Reproduce the entries exactly, but keep the pictures out of the copy.

Saved entries

......

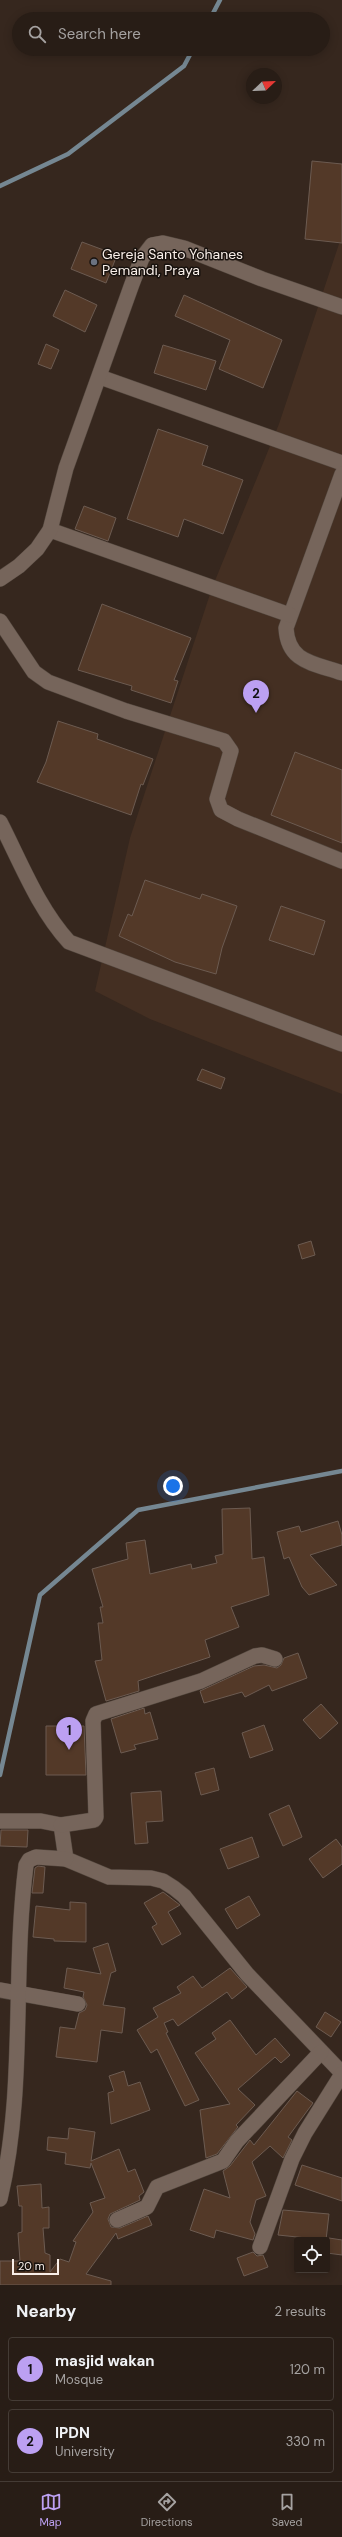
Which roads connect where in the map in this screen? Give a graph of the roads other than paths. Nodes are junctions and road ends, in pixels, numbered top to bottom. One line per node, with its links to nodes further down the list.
1 (342, 307): 2 (street)
2 (100, 377): 3 (street); 5 (street)
3 (342, 463)
4 (342, 474): 7 (street)
5 (50, 530): 6 (street); 7 (street)
6 (0, 579)
7 (290, 615): 9 (street)
8 (0, 621): 11 (street)
9 (342, 674)
10 (0, 822): 12 (street)
11 (342, 861)
12 (342, 1044)
13 (275, 1659): 15 (street)
14 (1, 1821): 15 (street)
15 (61, 1824): 16 (street)
16 (66, 1859): 18 (street); 20 (street)
17 (0, 1990): 18 (street)
18 (18, 1991): 19 (street); 22 (street)
19 (78, 2004)
20 (321, 2052): 21 (street); 23 (street)
21 (342, 2073): 24 (street)
22 (0, 2199)
23 (117, 2220)
24 (260, 2247)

......

▶ **Reply**:
Which roads connect where in the map in this screen? Give a graph of the roads other than paths. Nodes are junctions and road ends, in pixels, numbered top to bottom. One line per node, with its links to nodes further down the list.
1 (342, 307): 2 (street)
2 (100, 377): 3 (street); 5 (street)
3 (342, 463)
4 (342, 474): 7 (street)
5 (50, 530): 6 (street); 7 (street)
6 (0, 579)
7 (290, 615): 9 (street)
8 (0, 621): 11 (street)
9 (342, 674)
10 (0, 822): 12 (street)
11 (342, 861)
12 (342, 1044)
13 (275, 1659): 15 (street)
14 (1, 1821): 15 (street)
15 (61, 1824): 16 (street)
16 (66, 1859): 18 (street); 20 (street)
17 (0, 1990): 18 (street)
18 (18, 1991): 19 (street); 22 (street)
19 (78, 2004)
20 (321, 2052): 21 (street); 23 (street)
21 (342, 2073): 24 (street)
22 (0, 2199)
23 (117, 2220)
24 (260, 2247)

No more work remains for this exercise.